In September 2017, Thomas Cook acquired Tata Capital's forex and travel business. In the aftermath of the collapse of Thomas Cook in the UK, the Indian namesake was considering rebranding itself to avoid the negative perception caused by the collapse of the UK travel company.
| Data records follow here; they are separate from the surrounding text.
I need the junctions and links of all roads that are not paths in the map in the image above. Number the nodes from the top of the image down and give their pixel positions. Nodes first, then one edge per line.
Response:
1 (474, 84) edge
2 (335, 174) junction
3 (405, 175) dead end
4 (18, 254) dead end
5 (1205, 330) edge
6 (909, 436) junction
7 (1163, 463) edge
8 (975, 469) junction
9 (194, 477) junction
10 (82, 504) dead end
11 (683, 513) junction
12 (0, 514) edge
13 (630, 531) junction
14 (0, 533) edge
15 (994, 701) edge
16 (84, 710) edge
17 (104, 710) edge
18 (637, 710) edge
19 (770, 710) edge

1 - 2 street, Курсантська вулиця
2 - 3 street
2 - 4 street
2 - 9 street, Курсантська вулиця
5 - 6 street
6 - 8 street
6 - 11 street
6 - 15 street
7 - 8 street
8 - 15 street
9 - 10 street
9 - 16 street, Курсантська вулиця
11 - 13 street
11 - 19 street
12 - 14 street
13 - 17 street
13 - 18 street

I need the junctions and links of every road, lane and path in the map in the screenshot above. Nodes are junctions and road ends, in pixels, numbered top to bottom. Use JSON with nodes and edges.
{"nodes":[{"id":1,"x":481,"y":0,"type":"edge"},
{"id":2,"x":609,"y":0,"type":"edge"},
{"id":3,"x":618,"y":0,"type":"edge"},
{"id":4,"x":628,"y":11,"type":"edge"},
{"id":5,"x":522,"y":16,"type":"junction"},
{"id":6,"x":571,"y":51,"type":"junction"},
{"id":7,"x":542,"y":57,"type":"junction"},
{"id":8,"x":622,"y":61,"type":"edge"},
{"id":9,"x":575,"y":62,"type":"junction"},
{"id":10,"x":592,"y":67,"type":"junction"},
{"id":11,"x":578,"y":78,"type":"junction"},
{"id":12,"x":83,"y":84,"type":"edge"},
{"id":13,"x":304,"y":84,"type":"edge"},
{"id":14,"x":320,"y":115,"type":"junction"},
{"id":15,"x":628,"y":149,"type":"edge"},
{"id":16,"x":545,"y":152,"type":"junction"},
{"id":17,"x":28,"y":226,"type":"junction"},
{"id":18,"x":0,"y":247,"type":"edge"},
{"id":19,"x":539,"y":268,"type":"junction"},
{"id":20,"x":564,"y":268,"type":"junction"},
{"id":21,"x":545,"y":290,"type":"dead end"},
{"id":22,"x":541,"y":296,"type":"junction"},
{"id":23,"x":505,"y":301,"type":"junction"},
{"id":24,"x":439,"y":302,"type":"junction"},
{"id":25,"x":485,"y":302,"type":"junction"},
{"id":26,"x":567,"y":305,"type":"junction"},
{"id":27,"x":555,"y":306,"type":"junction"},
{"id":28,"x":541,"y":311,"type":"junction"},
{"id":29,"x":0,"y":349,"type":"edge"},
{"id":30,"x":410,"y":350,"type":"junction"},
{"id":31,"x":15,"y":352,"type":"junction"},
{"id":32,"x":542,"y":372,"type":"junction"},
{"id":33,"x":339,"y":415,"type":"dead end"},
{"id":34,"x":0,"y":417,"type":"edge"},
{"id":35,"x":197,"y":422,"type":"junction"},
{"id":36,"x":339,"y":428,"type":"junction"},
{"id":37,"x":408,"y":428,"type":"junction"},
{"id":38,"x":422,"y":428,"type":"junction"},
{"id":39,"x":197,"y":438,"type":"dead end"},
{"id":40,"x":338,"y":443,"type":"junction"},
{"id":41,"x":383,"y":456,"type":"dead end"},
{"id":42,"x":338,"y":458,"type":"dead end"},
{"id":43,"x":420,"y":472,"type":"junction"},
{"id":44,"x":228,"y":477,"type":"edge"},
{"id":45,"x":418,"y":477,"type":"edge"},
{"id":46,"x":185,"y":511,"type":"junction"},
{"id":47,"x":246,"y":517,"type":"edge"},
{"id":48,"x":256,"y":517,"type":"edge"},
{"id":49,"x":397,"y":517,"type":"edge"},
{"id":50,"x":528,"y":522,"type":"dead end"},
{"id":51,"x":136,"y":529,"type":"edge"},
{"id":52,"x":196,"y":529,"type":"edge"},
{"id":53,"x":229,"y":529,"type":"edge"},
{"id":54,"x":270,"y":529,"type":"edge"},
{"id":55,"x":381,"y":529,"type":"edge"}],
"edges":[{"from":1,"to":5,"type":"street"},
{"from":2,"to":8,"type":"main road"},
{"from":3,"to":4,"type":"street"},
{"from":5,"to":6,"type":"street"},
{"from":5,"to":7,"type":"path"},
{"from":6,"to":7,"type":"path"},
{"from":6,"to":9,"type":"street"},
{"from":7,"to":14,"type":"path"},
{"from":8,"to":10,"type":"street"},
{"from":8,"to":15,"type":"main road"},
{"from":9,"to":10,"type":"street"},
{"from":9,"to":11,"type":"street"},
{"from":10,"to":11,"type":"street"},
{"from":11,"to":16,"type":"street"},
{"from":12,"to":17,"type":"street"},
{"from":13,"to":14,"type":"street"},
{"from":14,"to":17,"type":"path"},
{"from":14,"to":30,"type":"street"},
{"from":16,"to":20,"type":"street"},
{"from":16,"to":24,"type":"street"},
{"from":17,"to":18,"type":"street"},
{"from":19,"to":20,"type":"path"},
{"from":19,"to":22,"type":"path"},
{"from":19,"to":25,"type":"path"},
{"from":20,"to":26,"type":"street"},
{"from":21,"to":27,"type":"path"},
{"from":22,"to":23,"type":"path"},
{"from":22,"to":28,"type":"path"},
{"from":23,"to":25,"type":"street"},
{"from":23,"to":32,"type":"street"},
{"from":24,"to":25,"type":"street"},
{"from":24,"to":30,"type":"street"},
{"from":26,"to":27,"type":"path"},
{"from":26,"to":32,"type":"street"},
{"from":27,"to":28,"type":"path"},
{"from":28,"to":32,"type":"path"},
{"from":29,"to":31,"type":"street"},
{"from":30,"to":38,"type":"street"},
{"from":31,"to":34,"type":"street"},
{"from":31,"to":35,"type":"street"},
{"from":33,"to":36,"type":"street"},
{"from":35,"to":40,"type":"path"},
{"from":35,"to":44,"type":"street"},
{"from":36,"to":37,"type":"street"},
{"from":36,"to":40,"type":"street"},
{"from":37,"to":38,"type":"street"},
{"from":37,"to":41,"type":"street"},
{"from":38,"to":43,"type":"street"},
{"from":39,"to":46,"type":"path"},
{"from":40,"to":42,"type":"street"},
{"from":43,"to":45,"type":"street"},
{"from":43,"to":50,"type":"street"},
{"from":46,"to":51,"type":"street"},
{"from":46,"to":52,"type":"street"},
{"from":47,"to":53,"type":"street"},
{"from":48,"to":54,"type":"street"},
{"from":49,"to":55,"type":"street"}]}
| Number | Year | Description | Ref(s) |
|---|---|---|---|
| 1 | 2019 | The collapse of Thomas Cook India's former parent Thomas Cook Group causes major confusion to Indian customers, who were assumed that Thomas Cook India had also entered liquidation proceedings (by the United Kingdom Government) | ^{[citation needed]} |
| 2 | 2019 | Thomas Cook India Ltd Opens New Outlet In Punjab |  |
| 3 | 2016 | Thomas Cook taps into India's m-commerce growth opportunity launches India's first end-to-end Holiday-App |  |
| 4 | 2016 | Thomas Cook India targets Tier III growth markets via small tech assisted outlets |  |
| 5 | 2015 | Thomas Cook India Acquired Sri Lanka Based Luxe Asia |  |
| 6 | 2015 | Announced Closure of Kuoni Travel India Private Limited Company |  |
| 7 | 2015 | Acquisition of Kuoni Group's Travel Business in India |  |
| 8 | 2015 | Launched Thomas Cook One Currency Card |  |
| 9 | 2015 | Launched Thomas Cook Forex Mobile App |  |
| 10 | 2013 | Acquisition of Stake in Quess Corp |  |
| 11 | 2012 | Acquisition of 76.81% Stake by Fairbridge in Thomas Cook (India) Limited from Thomas Cook UK and TCIM and subsequent announcement of open offer |  |
| 12 | 2012 | Incorporation of Thomas Cook Lanka (Private) Limited, a 100% Subsidiary of the Company |  |
| 13 | 2012 | Launch of Borderless Prepaid Multicurrency Forex Card |  |
| 14 | 2011 | Signed an agreement for marketing and distribution of borderless prepaid multicurrency foreign exchange card |  |
| 15 | 2011 | Incorporation of TC Visa Services(India) Limited in Maharashtra, a wholly owned Subsidiary of Travel Corporation (India) Limited, which is a 100% Subsidiary of the Company |  |
| 16 | 2010 | Execution of a Seven Year Arrangement with New Delhi International Airport |  |
| 17 | 2010 | Launch of 9 Foreign Exchange and Travel Counters |  |
| 18 | 2009 | Issue of 50,650,699 Shares through a Rights Issue by Thomas Cook (India) Limited |  |
| 19 | 2008 | Acquisition of 74.9% Stake by Thomas Cook UK and TCIM in Thomas Cook (India) Limited |  |
| 20 | 2007 | Thomas Cook India Limited & LKP Forex Merger |  |
| 21 | 2006 | 100% acquisition of Travel Corporation (India) Limited by Thomas Cook (India) Limited |  |
| 22 | 2005 | 100% Acquisition by Dubai Financial (LLC) of TCIM |  |
| 23 | 2000 | Commencement of Operations in Sri Lanka |  |
| 25 | 1983 | Listing of Thomas Cook India Limited on BSE Pursuant |  |
| 26 | 1978 | Conversion of the branch office into a private limited company |  |
| 27 | 1881 | Thomas Cook & Son opens its first branch office in Bombay |  |

Thomas Cook India logo, as per British logo used between 2001 – 2013

=== Rebrand 2022 ===
At the end of 2022, Thomas Cook India rebranded the business with a new logo, replacing the 2001 – 2013 British logo.